The Oscars: James Franco is not a vegan...and (maybe) neither is Natalie Portman

I have a love/hate relationship with the Oscars.  I always watch, always bet on the winners, always get annoyed with the hosts -- and never so much as this year.  First, I can't stand Ann Hathaway, but I love James Franco.  Watching the two of them, however, made me mad at Franco for being such a wet rag and sorry for Hathaway who tried, in various and assorted dresses, to make up for Franco.  My friend Elizabeth told me that she bets that Hathaway will plot ways to ruin Franco's career as a result (and, really, who could blame her?).  


Digression #1: Despite his Oscar performance, the next day, I "liked" James Franco on Facebook and am now privy to his random cell phone films as well as to postings from hundreds (thousands?) of young women who write on his wall that they love him and want to marry him/have his babies.  And I can read random comments from other people who "like" him about how if they were rich celebrities, they'd also post random cell phone videos.  You can like him as well.

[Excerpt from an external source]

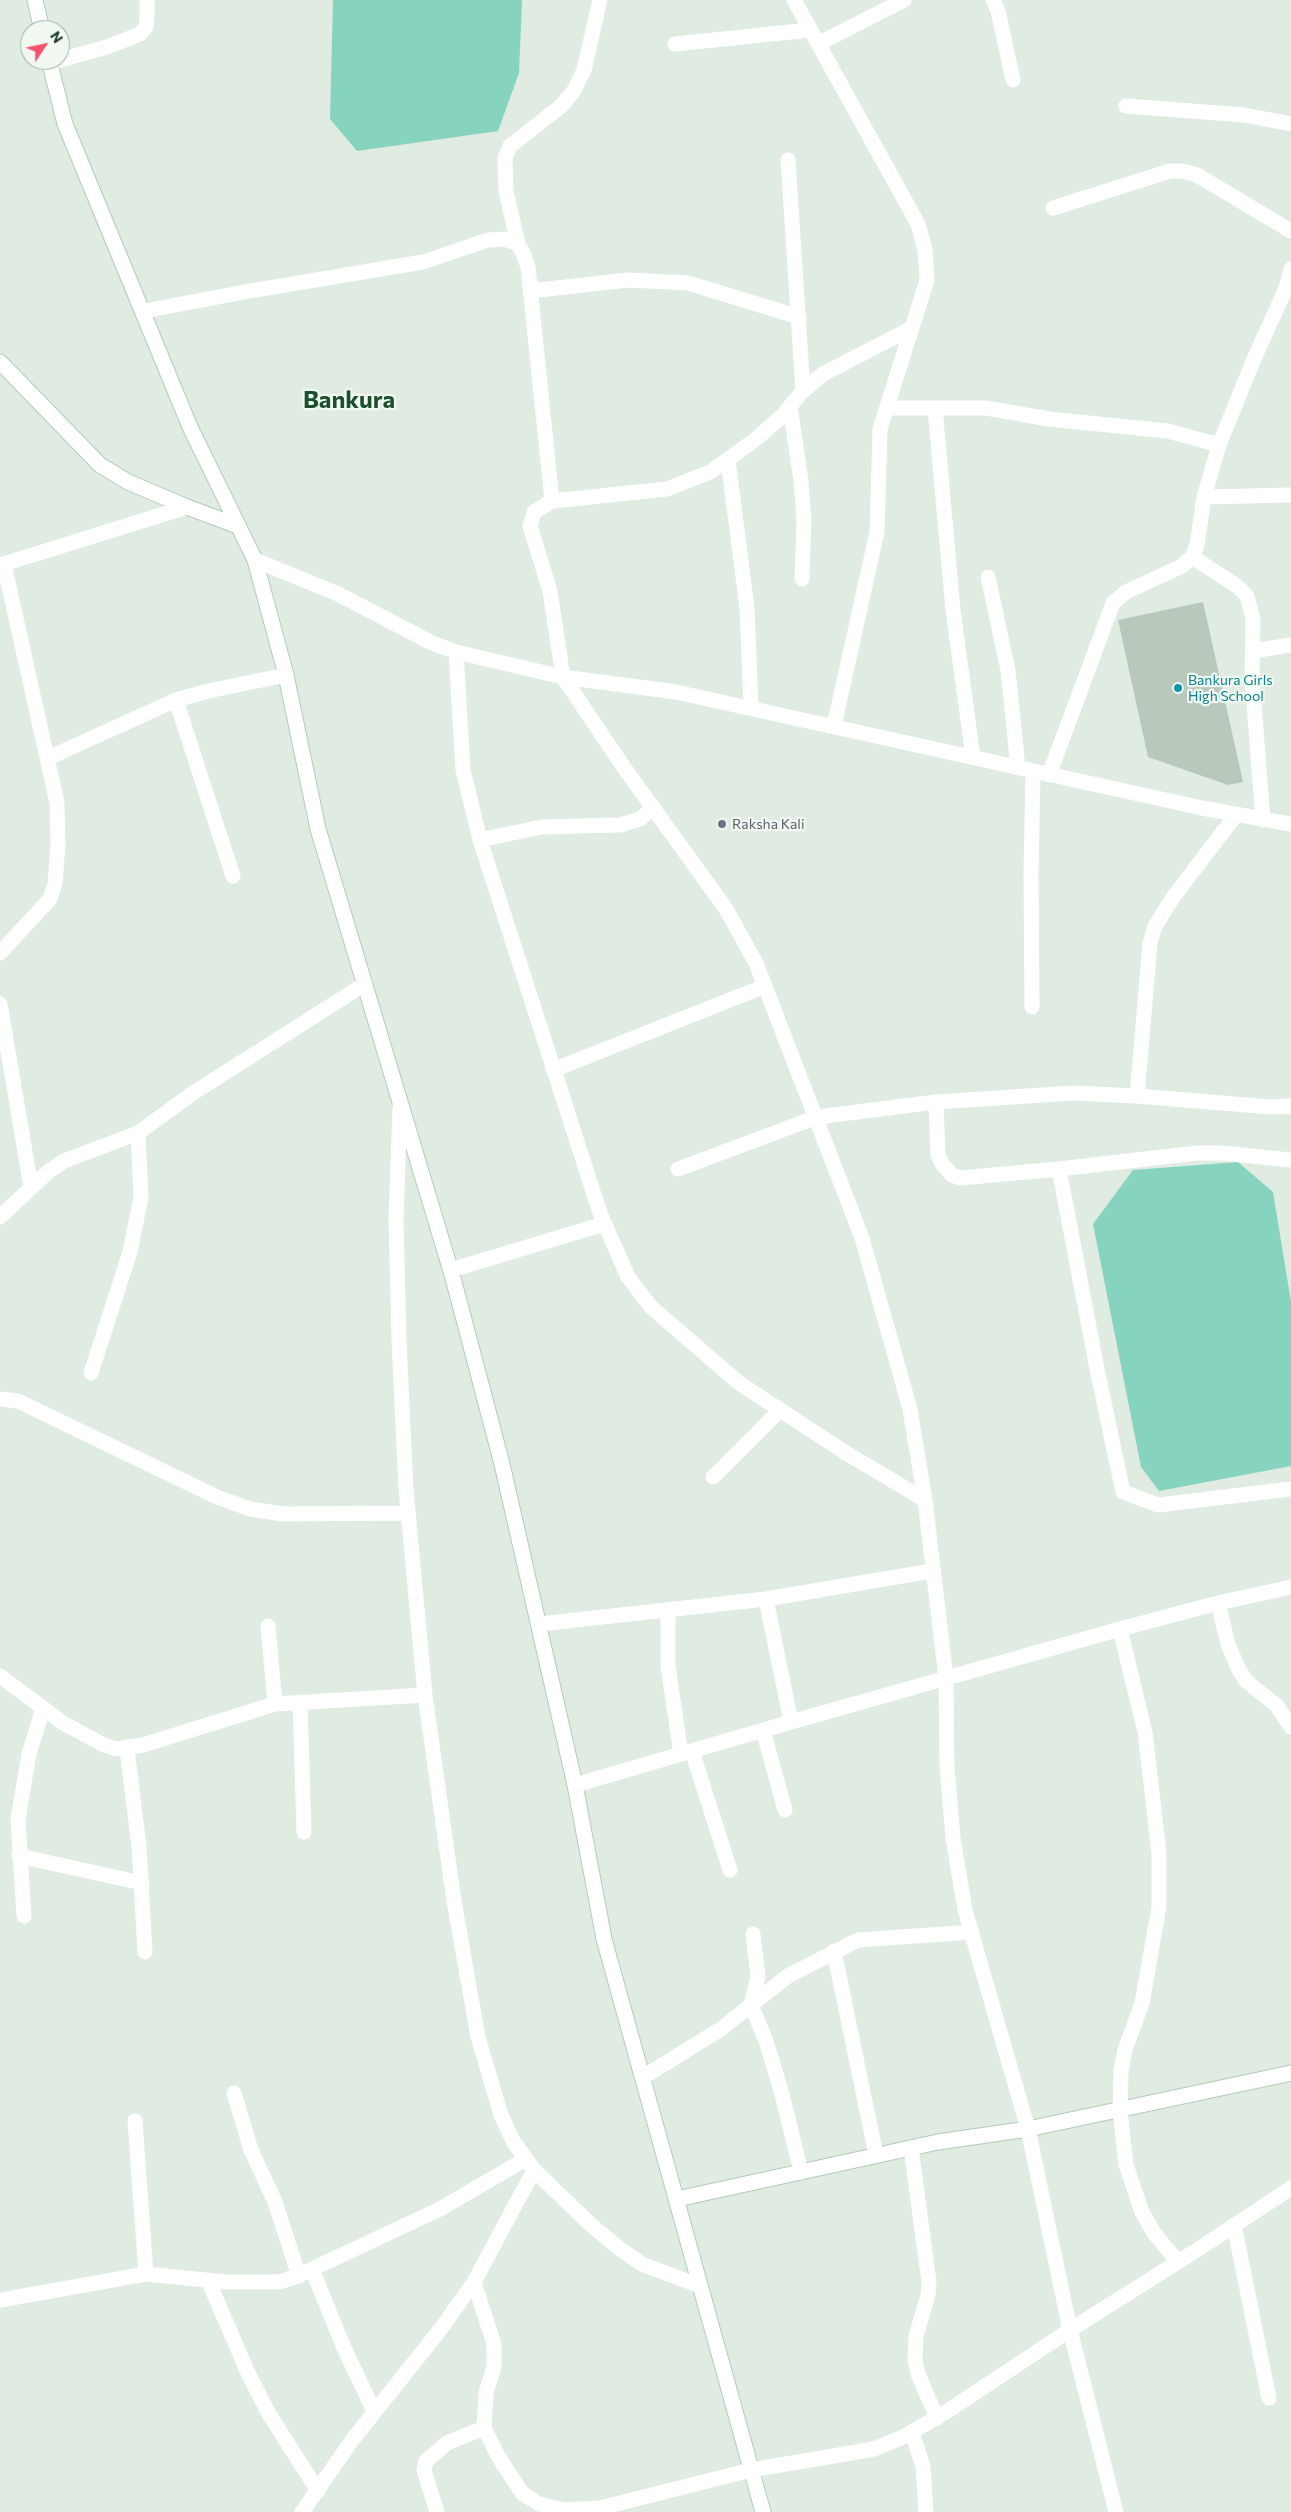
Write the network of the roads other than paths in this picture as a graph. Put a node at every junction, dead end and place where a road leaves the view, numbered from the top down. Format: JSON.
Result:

In an completely unrelated note, I'm actually FB friends with Danny McBride.  I friended him before he had thousands of friends, and he accepted my request.  How cool is that?  Kenny Fucking Powers.


Mullet-tastic.

But back to how any of this relates to this blog.  As with all things lately, it comes back to Natalie Portman, who may or may not be a vegan or vegetarian or carnivore, depending on the day of the week (or hour of the day) and which source one consults for information.  I've written about Portman before to discuss her 2009 Huffington Post editorial about how reading Jonathan Safran Foer's Eating Animals turned her "from a twenty-year vegetarian to a vegan activist." Furthermore, she has a line of vegan footwear, the proceeds from which she donates to animal related charities.  In many respects, Portman is the poster child for veganism: she's smart -- she want to Haaaahvarhd, after all -- beautiful, successful, healthy, and talented.

Oh, and now she, like fellow vegan Alicia Silverstone, is prego.  Her status as unwed and pregnant has garnered the attention of Mike Huckabee who denounces her thusly: 

"One of the things that is troubling is that people see a Natalie Portman or some other Hollywood starlet who boasts of, 'Hey look, we're having children, we're not married, but we're having these children, and they're doing just fine.' But there aren't really a lot of single moms out there who are making millions of dollars every year for being in a movie."  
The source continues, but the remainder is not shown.